> Exercise requirements: Every line of the records below that holds the word "dead" belongs in the answer.

Saved entries:
::::::

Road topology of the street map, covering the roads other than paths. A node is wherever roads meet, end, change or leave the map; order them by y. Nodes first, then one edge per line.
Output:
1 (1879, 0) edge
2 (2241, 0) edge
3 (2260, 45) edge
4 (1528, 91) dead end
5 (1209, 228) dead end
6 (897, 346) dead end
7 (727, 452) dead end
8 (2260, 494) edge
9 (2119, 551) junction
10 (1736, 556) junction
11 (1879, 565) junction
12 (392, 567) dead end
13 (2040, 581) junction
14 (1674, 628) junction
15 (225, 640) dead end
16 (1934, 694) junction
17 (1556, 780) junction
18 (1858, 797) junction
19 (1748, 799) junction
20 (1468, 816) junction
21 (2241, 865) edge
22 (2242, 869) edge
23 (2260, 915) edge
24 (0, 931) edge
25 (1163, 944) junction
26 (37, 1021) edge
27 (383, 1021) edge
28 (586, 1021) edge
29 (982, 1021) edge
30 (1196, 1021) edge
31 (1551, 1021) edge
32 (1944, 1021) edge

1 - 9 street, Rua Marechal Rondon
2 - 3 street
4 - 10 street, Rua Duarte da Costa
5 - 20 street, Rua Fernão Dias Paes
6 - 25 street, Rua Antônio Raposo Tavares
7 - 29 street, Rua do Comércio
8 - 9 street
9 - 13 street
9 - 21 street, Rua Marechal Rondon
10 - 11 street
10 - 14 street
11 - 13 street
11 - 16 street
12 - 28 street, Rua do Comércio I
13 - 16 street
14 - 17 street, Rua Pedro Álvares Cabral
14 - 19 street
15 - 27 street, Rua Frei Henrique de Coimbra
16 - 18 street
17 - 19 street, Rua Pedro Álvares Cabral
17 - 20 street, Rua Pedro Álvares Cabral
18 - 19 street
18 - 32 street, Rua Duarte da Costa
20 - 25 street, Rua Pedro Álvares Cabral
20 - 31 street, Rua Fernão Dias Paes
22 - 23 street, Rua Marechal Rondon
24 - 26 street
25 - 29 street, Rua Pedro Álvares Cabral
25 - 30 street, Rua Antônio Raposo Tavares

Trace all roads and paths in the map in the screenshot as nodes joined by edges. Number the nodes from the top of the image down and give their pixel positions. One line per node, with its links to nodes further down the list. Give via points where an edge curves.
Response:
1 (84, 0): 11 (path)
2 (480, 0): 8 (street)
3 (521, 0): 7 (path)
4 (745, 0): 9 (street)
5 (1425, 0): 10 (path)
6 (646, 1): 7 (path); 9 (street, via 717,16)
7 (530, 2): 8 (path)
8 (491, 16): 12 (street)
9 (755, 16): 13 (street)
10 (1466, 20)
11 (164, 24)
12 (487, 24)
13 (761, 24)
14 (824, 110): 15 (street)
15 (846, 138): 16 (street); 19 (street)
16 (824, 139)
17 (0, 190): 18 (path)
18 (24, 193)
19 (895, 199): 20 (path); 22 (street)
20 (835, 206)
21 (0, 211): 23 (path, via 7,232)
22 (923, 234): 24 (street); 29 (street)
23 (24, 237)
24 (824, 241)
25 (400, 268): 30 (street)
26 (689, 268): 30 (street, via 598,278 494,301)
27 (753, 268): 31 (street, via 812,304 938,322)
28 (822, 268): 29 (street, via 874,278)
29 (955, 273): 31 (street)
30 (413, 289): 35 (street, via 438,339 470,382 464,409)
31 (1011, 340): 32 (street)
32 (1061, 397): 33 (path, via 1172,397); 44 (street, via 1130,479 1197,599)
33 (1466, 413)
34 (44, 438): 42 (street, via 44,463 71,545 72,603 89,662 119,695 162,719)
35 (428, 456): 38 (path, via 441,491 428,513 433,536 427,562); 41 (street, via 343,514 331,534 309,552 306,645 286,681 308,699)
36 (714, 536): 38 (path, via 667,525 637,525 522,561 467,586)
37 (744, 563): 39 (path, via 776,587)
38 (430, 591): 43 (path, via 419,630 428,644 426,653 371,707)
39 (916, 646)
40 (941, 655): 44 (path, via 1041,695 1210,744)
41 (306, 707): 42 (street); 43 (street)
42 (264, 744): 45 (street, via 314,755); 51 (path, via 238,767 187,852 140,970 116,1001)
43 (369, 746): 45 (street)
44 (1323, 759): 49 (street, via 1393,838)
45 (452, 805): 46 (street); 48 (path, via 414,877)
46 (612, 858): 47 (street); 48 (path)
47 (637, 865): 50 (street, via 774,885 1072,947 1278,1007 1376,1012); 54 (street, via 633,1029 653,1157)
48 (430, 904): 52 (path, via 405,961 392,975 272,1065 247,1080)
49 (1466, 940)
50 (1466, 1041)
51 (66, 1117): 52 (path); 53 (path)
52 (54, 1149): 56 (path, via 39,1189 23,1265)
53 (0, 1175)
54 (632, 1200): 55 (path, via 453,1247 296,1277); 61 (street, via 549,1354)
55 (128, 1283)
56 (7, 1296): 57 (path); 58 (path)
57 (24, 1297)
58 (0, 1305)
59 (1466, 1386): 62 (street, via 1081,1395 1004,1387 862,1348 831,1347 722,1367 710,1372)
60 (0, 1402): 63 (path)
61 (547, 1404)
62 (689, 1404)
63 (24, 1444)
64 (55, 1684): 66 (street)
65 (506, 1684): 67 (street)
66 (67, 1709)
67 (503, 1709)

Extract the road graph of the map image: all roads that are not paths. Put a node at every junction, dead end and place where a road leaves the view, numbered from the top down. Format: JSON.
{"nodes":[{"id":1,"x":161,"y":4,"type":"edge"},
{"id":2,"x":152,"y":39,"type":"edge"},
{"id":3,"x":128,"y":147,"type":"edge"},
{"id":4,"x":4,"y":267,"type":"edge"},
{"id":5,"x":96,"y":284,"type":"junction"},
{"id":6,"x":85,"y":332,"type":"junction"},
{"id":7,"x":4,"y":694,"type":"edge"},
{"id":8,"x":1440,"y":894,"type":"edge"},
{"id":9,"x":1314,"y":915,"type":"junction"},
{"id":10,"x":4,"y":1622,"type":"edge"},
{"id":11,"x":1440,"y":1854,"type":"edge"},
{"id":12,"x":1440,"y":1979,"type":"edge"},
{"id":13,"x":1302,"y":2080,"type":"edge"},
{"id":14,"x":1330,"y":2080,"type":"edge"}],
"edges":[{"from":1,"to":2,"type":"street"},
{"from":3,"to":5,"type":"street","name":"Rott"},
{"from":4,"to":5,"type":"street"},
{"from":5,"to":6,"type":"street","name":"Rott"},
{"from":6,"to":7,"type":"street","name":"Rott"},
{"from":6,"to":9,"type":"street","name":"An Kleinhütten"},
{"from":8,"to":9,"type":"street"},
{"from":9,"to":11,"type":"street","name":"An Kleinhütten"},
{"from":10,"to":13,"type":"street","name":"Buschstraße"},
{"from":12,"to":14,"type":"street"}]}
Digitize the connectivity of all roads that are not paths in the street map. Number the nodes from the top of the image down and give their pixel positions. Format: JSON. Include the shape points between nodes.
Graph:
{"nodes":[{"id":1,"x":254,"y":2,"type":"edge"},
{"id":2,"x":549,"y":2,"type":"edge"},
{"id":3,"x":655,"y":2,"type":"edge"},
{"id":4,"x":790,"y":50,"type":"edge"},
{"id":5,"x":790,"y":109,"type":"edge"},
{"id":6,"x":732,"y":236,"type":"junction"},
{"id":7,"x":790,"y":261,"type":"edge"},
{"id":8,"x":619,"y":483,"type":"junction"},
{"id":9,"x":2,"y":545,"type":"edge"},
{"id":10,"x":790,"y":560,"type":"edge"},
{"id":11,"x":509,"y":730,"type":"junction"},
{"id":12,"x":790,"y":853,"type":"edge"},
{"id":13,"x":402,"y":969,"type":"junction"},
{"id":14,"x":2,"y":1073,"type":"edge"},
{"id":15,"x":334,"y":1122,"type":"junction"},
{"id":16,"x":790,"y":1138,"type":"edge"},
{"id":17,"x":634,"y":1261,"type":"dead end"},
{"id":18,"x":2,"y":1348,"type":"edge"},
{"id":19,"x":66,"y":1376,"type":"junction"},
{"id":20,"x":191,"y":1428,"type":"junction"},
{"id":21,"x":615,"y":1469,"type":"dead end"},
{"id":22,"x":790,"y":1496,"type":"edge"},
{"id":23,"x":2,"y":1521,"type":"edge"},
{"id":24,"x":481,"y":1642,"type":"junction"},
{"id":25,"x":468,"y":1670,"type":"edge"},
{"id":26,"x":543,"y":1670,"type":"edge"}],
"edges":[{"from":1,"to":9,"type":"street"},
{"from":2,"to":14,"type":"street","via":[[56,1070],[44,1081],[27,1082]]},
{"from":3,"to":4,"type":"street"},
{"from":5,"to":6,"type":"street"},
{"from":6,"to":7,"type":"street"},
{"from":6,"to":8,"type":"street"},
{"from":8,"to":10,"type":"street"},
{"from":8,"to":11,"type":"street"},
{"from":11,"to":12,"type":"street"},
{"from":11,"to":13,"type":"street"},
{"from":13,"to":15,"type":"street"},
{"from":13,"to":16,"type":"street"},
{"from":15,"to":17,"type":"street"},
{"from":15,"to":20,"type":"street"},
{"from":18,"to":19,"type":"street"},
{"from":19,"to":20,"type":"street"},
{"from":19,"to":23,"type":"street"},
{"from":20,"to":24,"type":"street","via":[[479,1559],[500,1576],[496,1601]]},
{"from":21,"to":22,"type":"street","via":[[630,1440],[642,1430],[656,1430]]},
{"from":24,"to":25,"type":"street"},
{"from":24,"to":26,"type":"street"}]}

::::::

> Answer box:
4 (1528, 91) dead end
5 (1209, 228) dead end
6 (897, 346) dead end
7 (727, 452) dead end
12 (392, 567) dead end
15 (225, 640) dead end
Extract the road graph of the map image: all roads that are not paths. Put a node at every junction, dead end and place where a road leaves the view, numbered from the top down. Format: JSON.
{"id":17,"x":634,"y":1261,"type":"dead end"},
{"id":21,"x":615,"y":1469,"type":"dead end"},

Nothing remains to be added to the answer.